◆ WHAT TO WORK ON ◆
In the material below, the lines from the one containing "index mcp: (290, 281)" through the one containing "thumb cmc: (526, 381)" are to be given again exactly, ends included, and no others.

◆ EXTRACTED RECORDS ◆
◇ ◇ ◇
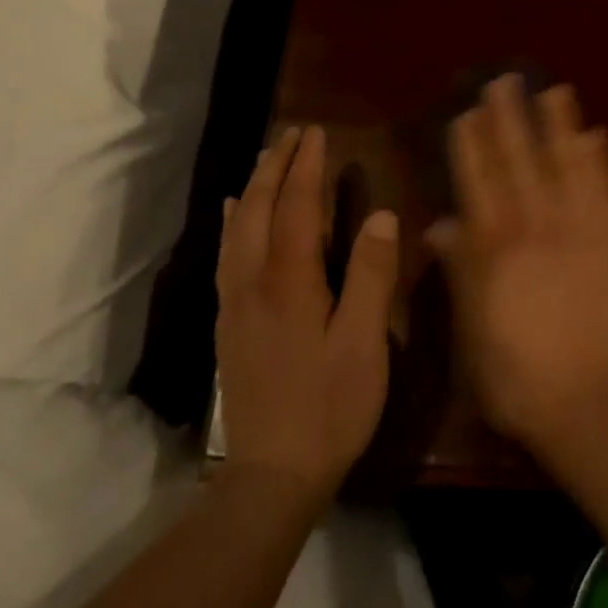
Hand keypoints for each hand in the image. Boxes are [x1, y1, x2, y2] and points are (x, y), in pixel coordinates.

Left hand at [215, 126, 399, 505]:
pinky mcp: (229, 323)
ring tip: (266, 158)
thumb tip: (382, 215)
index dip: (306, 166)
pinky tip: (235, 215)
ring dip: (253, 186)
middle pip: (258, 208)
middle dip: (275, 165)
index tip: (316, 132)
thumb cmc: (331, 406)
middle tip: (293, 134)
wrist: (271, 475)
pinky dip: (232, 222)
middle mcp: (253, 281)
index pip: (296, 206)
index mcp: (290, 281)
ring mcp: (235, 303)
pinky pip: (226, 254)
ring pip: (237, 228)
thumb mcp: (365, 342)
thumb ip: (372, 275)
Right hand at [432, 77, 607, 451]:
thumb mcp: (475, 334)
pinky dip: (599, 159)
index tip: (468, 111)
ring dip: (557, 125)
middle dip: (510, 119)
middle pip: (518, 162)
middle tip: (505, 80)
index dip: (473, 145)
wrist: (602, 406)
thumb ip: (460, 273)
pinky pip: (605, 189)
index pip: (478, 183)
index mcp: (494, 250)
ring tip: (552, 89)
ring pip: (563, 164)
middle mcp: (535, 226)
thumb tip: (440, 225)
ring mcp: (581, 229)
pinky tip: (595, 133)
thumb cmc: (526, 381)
◇ ◇ ◇
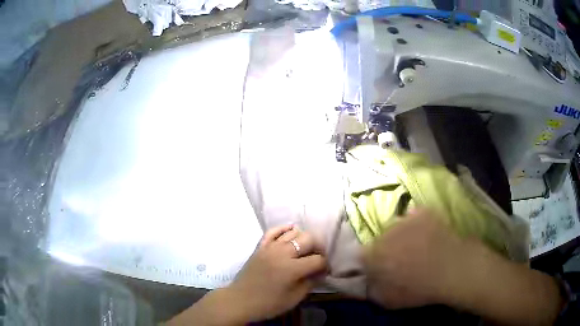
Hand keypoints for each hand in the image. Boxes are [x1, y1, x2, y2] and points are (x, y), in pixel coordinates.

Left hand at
◇ ◇ ◇
◆ ANSWER TO THIS EXERCISE ◆
index mcp: (290, 281)
ring mcp: (235, 303)
pinky pip: (226, 254)
ring pip: (237, 228)
thumb mcp: (365, 342)
thumb ip: (372, 275)
Right hand at [432, 77, 607, 451]:
thumb mcp: (475, 334)
pinky dip: (599, 159)
index tip: (468, 111)
ring dip: (557, 125)
middle dip: (510, 119)
middle pip: (518, 162)
middle tip: (505, 80)
index dip: (473, 145)
wrist: (602, 406)
thumb ip: (460, 273)
pinky pip: (605, 189)
index pip: (478, 183)
index mcp: (494, 250)
ring tip: (552, 89)
ring pip: (563, 164)
middle mcp: (535, 226)
thumb tip: (440, 225)
ring mcp: (581, 229)
pinky tip: (595, 133)
thumb cmc: (526, 381)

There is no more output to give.